Simply put, in most cases I believe that the documents created in the establishment of a reserve are nothing more than routine business records, not opinion work product created in response to litigation. The primary motivating purpose behind the creation of an insurance reserve is to comply with state law, and to comply with good insurance accounting procedures. These documents are therefore fully discoverable.
This case has been dragging on for nearly seven years. The insurance company delayed making a fair offer to settle the plaintiffs lawsuit until the trial began. Now, when the insurance company’s actions are under the microscope, the company has tried to squirm out of producing documents in discovery. When the circuit court has ordered the production of the documents, the insurance company has twice run to this Court asking for a “do-over” in the form of writs of prohibition.
This Court correctly supported the circuit court’s order requiring Erie to produce the documents pertaining to the creation of a reserve in Ms. Murfitt’s case.
I therefore respectfully concur.

. Some insurance companies spend policyholder premiums on activities other than claims. During the liquidation of a medical malpractice insurer in 1997, it was revealed that company money had been spent on such things as buying cattle, paying casino debts, for contributions to political parties, to remodel the Republican state headquarters, for luxury baseball skybox seats, for loans to company board members that were forgiven and never repaid, for rare paintings and for buying a retirement complex. See Verba v. Ghaphery, 210 W.Va. 30, 39-40, 552 S.E.2d 406, 415-16 (2001) (Starcher, J., dissenting).

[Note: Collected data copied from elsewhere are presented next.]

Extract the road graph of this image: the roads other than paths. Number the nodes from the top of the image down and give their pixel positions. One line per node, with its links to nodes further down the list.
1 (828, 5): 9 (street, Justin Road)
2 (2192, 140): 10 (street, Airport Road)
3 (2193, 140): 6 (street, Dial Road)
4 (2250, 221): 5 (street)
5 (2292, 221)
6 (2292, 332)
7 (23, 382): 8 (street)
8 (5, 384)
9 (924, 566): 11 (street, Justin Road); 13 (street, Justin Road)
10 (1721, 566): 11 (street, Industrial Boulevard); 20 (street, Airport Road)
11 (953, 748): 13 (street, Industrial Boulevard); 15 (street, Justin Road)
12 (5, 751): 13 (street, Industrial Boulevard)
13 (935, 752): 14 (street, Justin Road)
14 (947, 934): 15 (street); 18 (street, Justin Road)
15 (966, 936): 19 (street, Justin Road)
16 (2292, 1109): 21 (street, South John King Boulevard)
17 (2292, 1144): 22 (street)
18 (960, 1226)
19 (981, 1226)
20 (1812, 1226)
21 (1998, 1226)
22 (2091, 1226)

. Unfortunately, in 2005 the Legislature replaced third-party causes of action for violations of the Unfair Trade Practices Act — lawsuits like the in-slant case — with a purely administrative remedy. See W.Va.Code, 33-1 l-4a [2005]. Fortunately, for now, first-party insureds continue to retain the right to pursue damages in court when an insurance company violates the Act and refuses to negotiate with its own customers fairly and in good faith.

.From several months after the accident until the weeks before the trial, Erie's highest offer was $55,000.00. Three weeks before trial, Erie's settlement offer jumped to $275,000.00, and jumped to $500,000.00 three days before trial. Erie offered $600,000.00 at the trial’s beginning, and settled on the second day of trial for $800,-000.00 — nearly sixteen times the amount of the offer Erie insisted was fair for two years.